Tuesday, December 10, 2019

LE drop in the USA

Читаю статью в JAMA (по-на водке), у них пару-тройку лет падает продолжительность жизни при рождении. Статистику они пока не засекретили, но: кто знает?
Когда был маленьким, приблизительно в начале их ряда, слвшал от родителя: как родитель мой ломал храм Христа-Спасителя что мы скоро обгоним США по этому показателю, тогда модно было гоняться. Но. Не получилось. Теперь, когда мы немного поотстали, они сами не очень быстро бегут.

И вот опять

Собственно США — чорная линия, это второй рисунок (первый из вики).

и ещё один, просто понравился из статьи про пенсию, но он обрезан пораньше

10 comments:

ba.ldei.aga said...

The National Center for Health Statistics reported that US life expectancy peaked (78.9 years) in 2014 and subsequently decreased significantly for 3 consecutive years, reaching 78.6 years in 2017.
По Росстату в 2018 оба пола, мужчины, потом женщины, по три значения: всё население, город, село: 72.91 67.75 77.82 73.34 68.11 78.09 71.67 66.75 76.93

ba.ldei.aga said...

Чем больше читаю, тем больше понимаю, что структура причин смерти — совсем не структура причин смерти, и смерть от старости, или по Чехову объективнее, чем какая-то гипертензия.

ba.ldei.aga said...

Although an extensive literature links health to education, wealth, and employment, direct evidence of their association with changes in life expectancy or mortality is limited, hampered by limited data to link deaths and socioeconomic history at the individual level.
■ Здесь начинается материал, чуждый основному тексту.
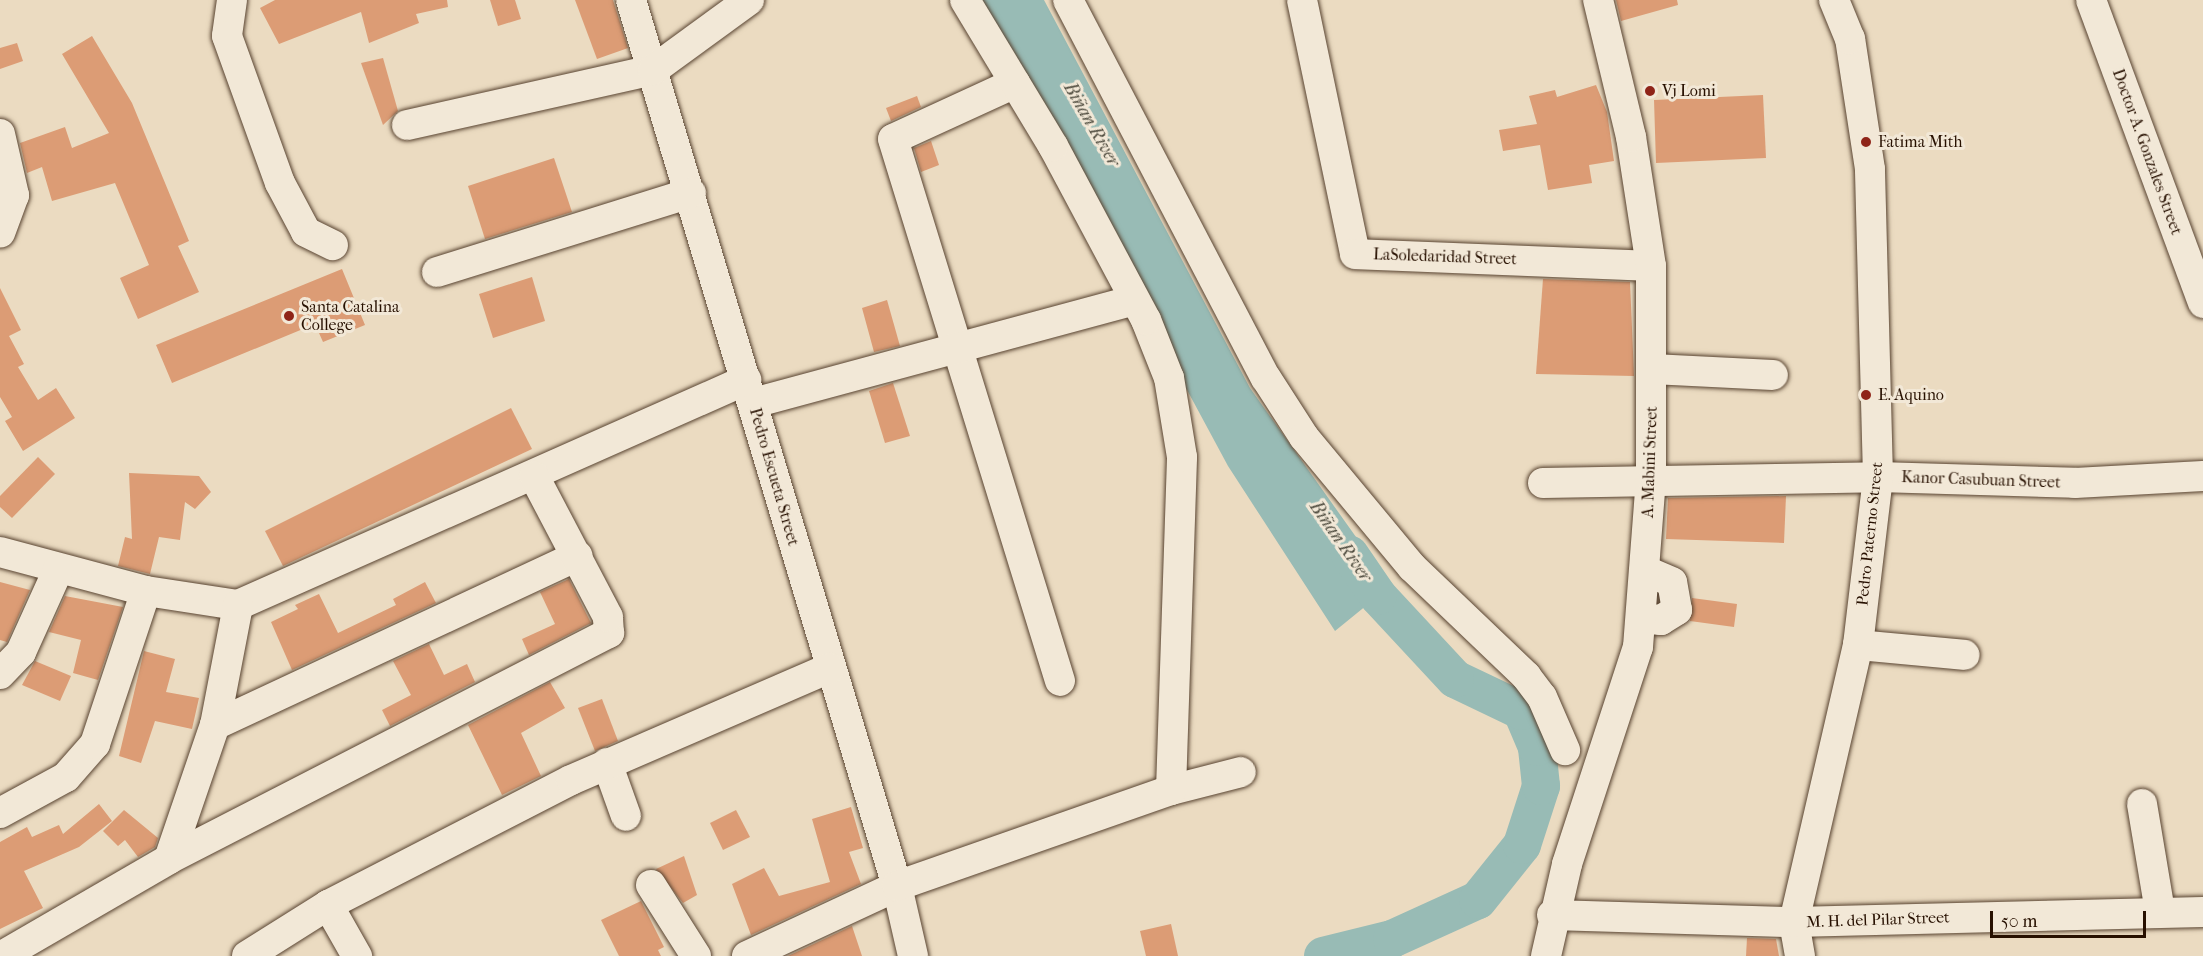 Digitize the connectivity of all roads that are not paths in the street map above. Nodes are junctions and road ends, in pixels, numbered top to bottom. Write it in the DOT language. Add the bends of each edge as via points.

A growing body of evidence, however, indicates that the decline in US life expectancy and mortality risks have been greater among individuals with limited education (eg, less than high school) and income. The gradient in life expectancy based on income has also widened over time,68 with outcomes at the lower end of the distribution explaining much of the US disadvantage relative to other countries.

ba.ldei.aga said...

a multivariate analysis of drug-related mortality in 2006-2015 found that drug deaths were higher in counties with certain demographic characteristics (eg, older adults, active duty military or veterans, Native Americans) and in counties with mining-dependent economies, high economic and family distress indices, vacant housing, or high rent. Mortality rates were lower in counties with more religious establishments, recent in-migrants, and dependence on public sector (ie, government) employment.

ba.ldei.aga said...

Любопытно, что СПИД даже не упоминается в качестве причины роста, хотя кино было с Джулией Робертс и всякие другие страшылки

ba.ldei.aga said...

и Спрингстин песенку спел

ba.ldei.aga said...

и вот:
The National Research Council examined the US health disadvantage in detail and identified 9 domains in which the United States had poorer health outcomes than other high-income countries: these included not only drug-related deaths but also adverse birth outcomes, injuries and homicides, adolescent pregnancy and sexually transmitted infections, HIV and AIDS, obesity and diabetes, heart disease, chronic lung disease, and disability.

ba.ldei.aga said...

Fenelon, whose research quantified the contribution of smoking to mortality, also noted that smoking may “represent one critical piece of a broader cultural, socioeconomic, and behavioral puzzle that has implications for numerous health-related behaviors and outcomes.”

Fenelon A. Geographic divergence in mortality in the United States. Popul Dev Rev. 2013;39(4):611-634. doi:10.1111/j.1728-4457.2013.00630.x

ba.ldei.aga said...

вот это верно:
Any theory for decreasing life expectancy—whether related to opioids, despair, poverty, or social division—must account for the timing of exposure and lagged effects on outcomes.

ba.ldei.aga said...

Other limitations include the weak statistical power of annual state mortality rates and their inability to account for substate variation, the limits of age adjustment, age-aggregation bias, and the omission of cause-specific mortality data from before 1999.
...
state mortality rates may also reflect demographic changes, such as immigration patterns (and the immigrant paradox) or the out-migration of highly educated, healthy individuals.